Welcome to the statefarm MLE Take-Home Assignment

In this project, we embark on a journey to transform a Jupyter Notebook, originally used for exploratory data analysis and preliminary modeling, into a robust, semi-production ready API process. The core of this project is a machine learning model developed to address some sort of business outcome that a customer will purchase or not purchase a product. This model, initially prototyped in a Jupyter Notebook, represents a critical step in our efforts to leverage data science.

This guide will outline the essential steps to transform the model from a static notebook into a dynamic, scalable API. This process includes but is not limited to adhering to production coding standards, ensuring code modularity and quality, rigorously testing the system, and thoroughly documenting each part of the workflow. Although the integration of continuous integration/continuous deployment (CI/CD) features like GitHub Actions and the use of an enterprise database or ADLS/S3 bucket for log storage are beyond the scope of this project, the approach taken lays the groundwork for these and other enhancements that are integral to a robust Data Science pipeline. The aim is not to just have a model but to add principles of software engineering and data science best practices to ensure effective but also maintainable, scalable processes to support our business.

Objective

Ensure adherence to production standards in code, encompassing modularization, code quality, unit testing, and documentation.

Rationale

The project aligns closely with the original Jupyter Notebook, focusing on rapid deployment, modularization, code quality, and robust unit testing, while minimizing extensive code rewrites and leveraging internal libraries for efficiency.

Process Overview

This project emphasizes scalable architecture, using Docker Compose for service separation (API, Prometheus, Grafana), ensuring modularity and flexible scaling. FastAPI forms the core of the API service, chosen for its performance and ease of use. The setup supports both local development and rapid deployment, with a focus on environment configuration, resource utilization, and performance.

Project Structure

  • Data Folder: For data preparation and training dataset generation.
  • Modeling Folder: Houses the model in a class structure, allowing for ease of modification and retraining.
  • Scripts: Enable data scientists to retrain models with new data.
  • App Section: Chose FastAPI simple yet powerful

Key Decisions

  • Package Management with Poetry: Chosen for its streamlined dependency management, Poetry ensures consistent environments across development and production. Its ability to lock dependencies and manage virtual environments simplifies the process of setting up the project on any machine, thereby reducing "it works on my machine" issues.

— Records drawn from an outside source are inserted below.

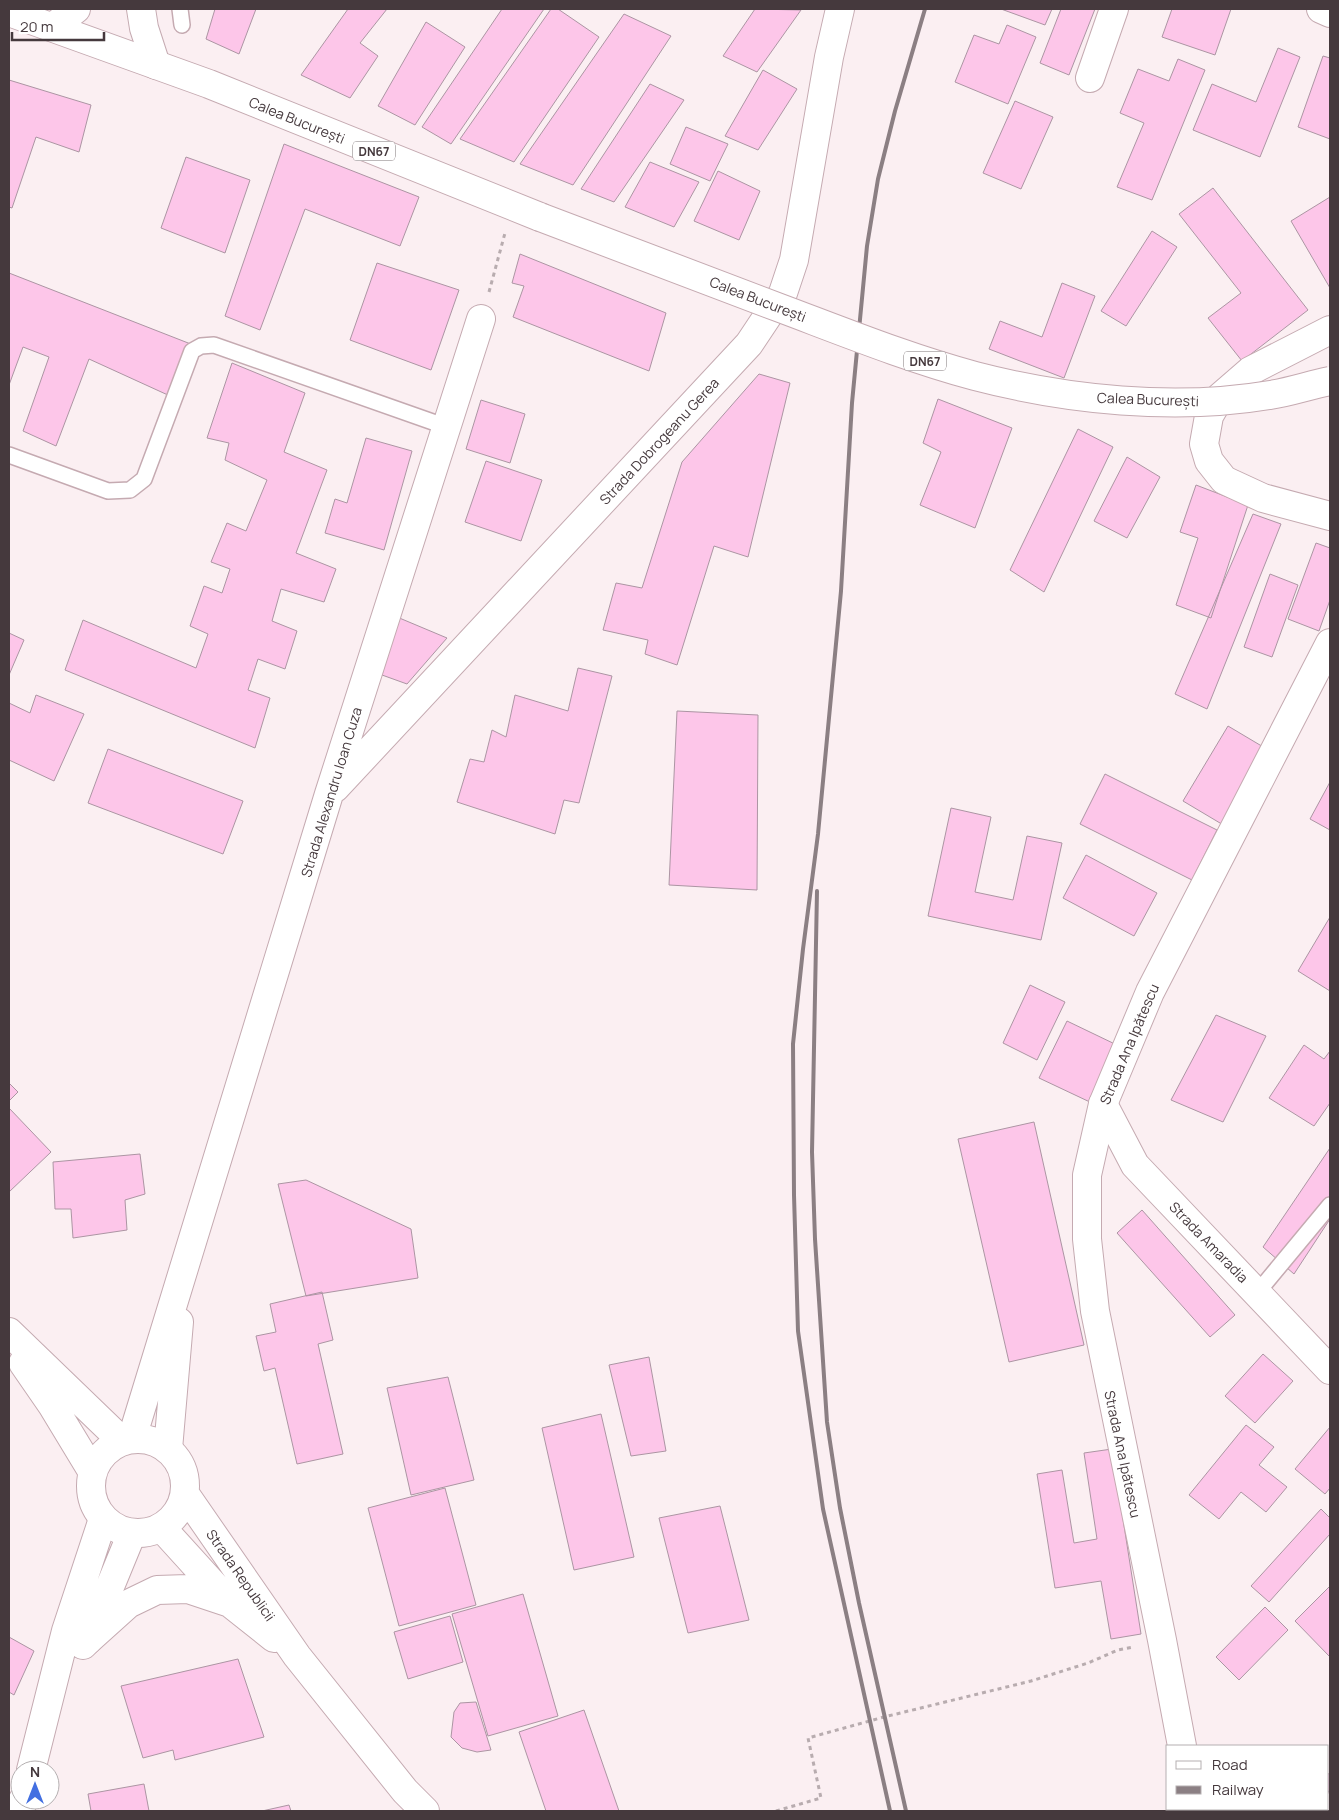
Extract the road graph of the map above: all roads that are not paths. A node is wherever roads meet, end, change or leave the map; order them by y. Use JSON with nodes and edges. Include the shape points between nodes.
{"nodes":[{"id":1,"x":76,"y":9,"type":"edge"},
{"id":2,"x":140,"y":9,"type":"edge"},
{"id":3,"x":180,"y":9,"type":"edge"},
{"id":4,"x":840,"y":9,"type":"edge"},
{"id":5,"x":1114,"y":9,"type":"edge"},
{"id":6,"x":1321,"y":9,"type":"edge"},
{"id":7,"x":9,"y":12,"type":"edge"},
{"id":8,"x":1330,"y":13,"type":"edge"},
{"id":9,"x":56,"y":18,"type":"edge"},
{"id":10,"x":182,"y":25,"type":"dead end"},
{"id":11,"x":156,"y":65,"type":"junction"},
{"id":12,"x":1090,"y":78,"type":"dead end"},
{"id":13,"x":481,"y":319,"type":"road end"},
{"id":14,"x":1330,"y":330,"type":"edge"},
{"id":15,"x":1330,"y":380,"type":"edge"},
{"id":16,"x":447,"y":427,"type":"junction"},
{"id":17,"x":9,"y":455,"type":"edge"},
{"id":18,"x":1330,"y":516,"type":"edge"},
{"id":19,"x":1330,"y":644,"type":"edge"},
{"id":20,"x":329,"y":794,"type":"junction"},
{"id":21,"x":1102,"y":1104,"type":"junction"},
{"id":22,"x":1330,"y":1205,"type":"edge"},
{"id":23,"x":184,"y":1266,"type":"junction"},
{"id":24,"x":1257,"y":1293,"type":"junction"},
{"id":25,"x":9,"y":1332,"type":"edge"},
{"id":26,"x":9,"y":1343,"type":"edge"},
{"id":27,"x":1330,"y":1370,"type":"edge"},
{"id":28,"x":127,"y":1440,"type":"junction"},
{"id":29,"x":168,"y":1449,"type":"junction"},
{"id":30,"x":92,"y":1471,"type":"junction"},
{"id":31,"x":185,"y":1494,"type":"junction"},
{"id":32,"x":103,"y":1519,"type":"junction"},
{"id":33,"x":161,"y":1527,"type":"junction"},
{"id":34,"x":132,"y":1533,"type":"junction"},
{"id":35,"x":230,"y":1603,"type":"junction"},
{"id":36,"x":88,"y":1640,"type":"junction"},
{"id":37,"x":297,"y":1656,"type":"junction"},
{"id":38,"x":56,"y":1676,"type":"junction"},
{"id":39,"x":1182,"y":1745,"type":"edge"},
{"id":40,"x":34,"y":1760,"type":"edge"},
{"id":41,"x":410,"y":1801,"type":"edge"},
{"id":42,"x":424,"y":1811,"type":"edge"}],
"edges":[{"from":1,"to":9,"type":"main road"},
{"from":2,"to":11,"type":"main road"},
{"from":3,"to":10,"type":"lane"},
{"from":4,"to":20,"type":"main road","name":"Strada Dobrogeanu Gerea","via":[[828,57],[794,260],[783,293],[749,344]]},
{"from":5,"to":12,"type":"main road"},
{"from":6,"to":8,"type":"main road"},
{"from":7,"to":9,"type":"main road","number":"DN67"},
{"from":9,"to":11,"type":"main road","number":"DN67"},
{"from":11,"to":15,"type":"main road","name":"Calea București","number":"DN67","bridge":true,"via":[[513,206],[910,356],[975,376],[1092,397],[1160,402],[1270,395]]},
{"from":13,"to":16,"type":"main road","name":"Strada Alexandru Ioan Cuza"},
{"from":14,"to":18,"type":"main road","via":[[1250,371],[1220,397],[1209,416],[1204,444],[1209,461],[1224,480],[1263,498]]},
{"from":16,"to":17,"type":"lane","via":[[214,345],[192,351],[144,479],[130,490],[108,491]]},
{"from":16,"to":20,"type":"main road","name":"Strada Alexandru Ioan Cuza"},
{"from":19,"to":21,"type":"main road","name":"Strada Ana Ipătescu","via":[[1150,992]]},
{"from":20,"to":23,"type":"main road","name":"Strada Alexandru Ioan Cuza"},
{"from":21,"to":24,"type":"main road","name":"Strada Amaradia","via":[[1135,1165]]},
{"from":21,"to":39,"type":"main road","name":"Strada Ana Ipătescu","via":[[1087,1175],[1087,1240],[1094,1302]]},
{"from":22,"to":24,"type":"lane"},
{"from":23,"to":28,"type":"main road","name":"Strada Alexandru Ioan Cuza"},
{"from":23,"to":29,"type":"main road","name":"Strada Alexandru Ioan Cuza"},
{"from":24,"to":27,"type":"main road","name":"Strada Amaradia"},
{"from":25,"to":28,"type":"main road"},
{"from":26,"to":30,"type":"main road","via":[[52,1404]]},
{"from":28,"to":29,"type":"main road","via":[[151,1440]]},
{"from":28,"to":30,"type":"main road","via":[[109,1448],[98,1458]]},
{"from":29,"to":31,"type":"main road","name":"Strada Republicii","via":[[179,1462],[185,1477]]},
{"from":30,"to":32,"type":"main road","via":[[90,1488],[94,1505]]},
{"from":31,"to":33,"type":"main road","via":[[172,1518]]},
{"from":31,"to":37,"type":"main road","name":"Strada Republicii"},
{"from":32,"to":34,"type":"main road"},
{"from":32,"to":38,"type":"main road","via":[[66,1631]]},
{"from":33,"to":34,"type":"main road","via":[[147,1533]]},
{"from":33,"to":35,"type":"main road","name":"Strada Republicii"},
{"from":34,"to":36,"type":"main road"},
{"from":35,"to":36,"type":"main road","via":[[188,1589],[157,1590],[128,1604]]},
{"from":35,"to":37,"type":"main road","name":"Strada Republicii"},
{"from":36,"to":38,"type":"main road"},
{"from":37,"to":41,"type":"main road","name":"Strada Republicii"},
{"from":38,"to":40,"type":"main road"},
{"from":41,"to":42,"type":"main road","name":"Strada Republicii"}]}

  • Model Serialization using Joblib: Joblib is utilized for its efficiency in serializing Python objects, particularly those involving large NumPy arrays as typically found in machine learning models. This choice ensures a fast and reliable way to save and load the trained model, enabling quick start-up times and ease of model updates.

  • API and Backend with FastAPI: FastAPI is selected for its high performance and ease of use, making it a fitting choice for building modern web APIs. Its ability to handle asynchronous requests enhances the throughput of the API, crucial for handling high-load scenarios. Additionally, its automatic generation of interactive API documentation (Swagger UI) significantly eases the process of testing and interacting with the API.

  • Containerization via Docker and Docker Compose: Docker is used to containerize the application, ensuring that it runs consistently across different environments. Docker Compose further simplifies the orchestration of multi-container setups, like the one involving FastAPI, Prometheus, and Grafana in this project. This approach encapsulates the application and its dependencies, making it straightforward to deploy, scale, and manage.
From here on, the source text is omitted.